* [Listed records]:
== == ==
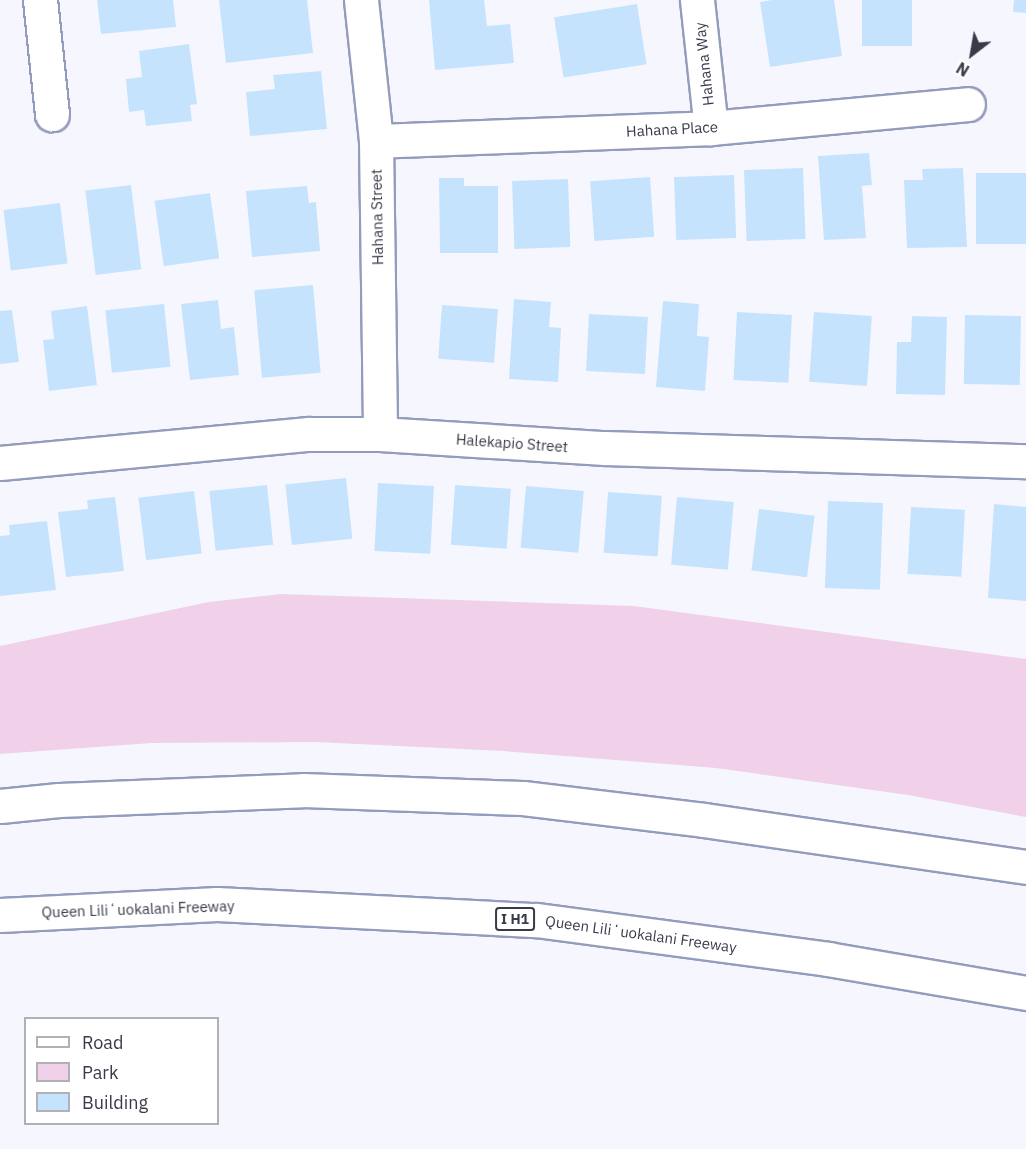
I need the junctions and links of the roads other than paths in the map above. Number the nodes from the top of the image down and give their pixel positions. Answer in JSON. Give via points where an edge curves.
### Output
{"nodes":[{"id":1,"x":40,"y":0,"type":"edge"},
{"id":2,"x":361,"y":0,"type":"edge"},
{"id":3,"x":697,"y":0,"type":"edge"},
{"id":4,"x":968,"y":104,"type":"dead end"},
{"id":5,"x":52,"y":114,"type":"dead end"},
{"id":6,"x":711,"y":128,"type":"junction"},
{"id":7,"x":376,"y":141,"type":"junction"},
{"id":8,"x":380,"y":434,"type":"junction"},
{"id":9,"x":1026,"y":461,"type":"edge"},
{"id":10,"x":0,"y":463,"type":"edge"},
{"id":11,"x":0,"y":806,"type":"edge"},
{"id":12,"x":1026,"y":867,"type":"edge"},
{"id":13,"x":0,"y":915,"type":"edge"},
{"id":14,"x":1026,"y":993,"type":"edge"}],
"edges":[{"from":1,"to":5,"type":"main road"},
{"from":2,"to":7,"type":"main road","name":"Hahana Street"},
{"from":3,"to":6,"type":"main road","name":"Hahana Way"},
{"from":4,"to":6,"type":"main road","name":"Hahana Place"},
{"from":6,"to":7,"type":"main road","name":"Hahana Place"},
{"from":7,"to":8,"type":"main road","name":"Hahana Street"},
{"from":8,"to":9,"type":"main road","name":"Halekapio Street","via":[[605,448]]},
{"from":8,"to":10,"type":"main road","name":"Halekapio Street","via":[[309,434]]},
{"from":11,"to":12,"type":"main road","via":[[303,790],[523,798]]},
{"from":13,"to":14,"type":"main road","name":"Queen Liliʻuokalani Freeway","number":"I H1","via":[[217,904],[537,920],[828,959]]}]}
== == ==
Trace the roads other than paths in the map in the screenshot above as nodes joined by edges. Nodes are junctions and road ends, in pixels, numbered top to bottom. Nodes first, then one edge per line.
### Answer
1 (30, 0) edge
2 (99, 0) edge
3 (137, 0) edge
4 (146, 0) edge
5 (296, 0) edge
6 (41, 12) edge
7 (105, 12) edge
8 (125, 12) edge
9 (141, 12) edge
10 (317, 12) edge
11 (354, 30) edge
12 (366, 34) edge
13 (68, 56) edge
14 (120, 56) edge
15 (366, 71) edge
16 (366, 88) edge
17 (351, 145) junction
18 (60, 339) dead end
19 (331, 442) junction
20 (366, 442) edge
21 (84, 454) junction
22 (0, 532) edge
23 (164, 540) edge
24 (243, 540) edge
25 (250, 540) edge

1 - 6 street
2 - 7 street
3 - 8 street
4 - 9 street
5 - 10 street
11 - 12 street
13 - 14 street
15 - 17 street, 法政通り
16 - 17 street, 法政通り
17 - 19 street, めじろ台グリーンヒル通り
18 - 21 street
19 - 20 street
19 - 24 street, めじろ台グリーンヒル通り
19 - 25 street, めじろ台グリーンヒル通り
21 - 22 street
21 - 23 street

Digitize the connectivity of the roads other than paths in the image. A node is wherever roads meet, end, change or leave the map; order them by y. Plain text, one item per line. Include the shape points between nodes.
== == ==
* [Problem details]:
For the string "junctions", find every line of the material that contains it, and copy each one.

* [Written solution]:
I need the junctions and links of the roads other than paths in the map above. Number the nodes from the top of the image down and give their pixel positions. Answer in JSON. Give via points where an edge curves.
Trace the roads other than paths in the map in the screenshot above as nodes joined by edges. Nodes are junctions and road ends, in pixels, numbered top to bottom. Nodes first, then one edge per line.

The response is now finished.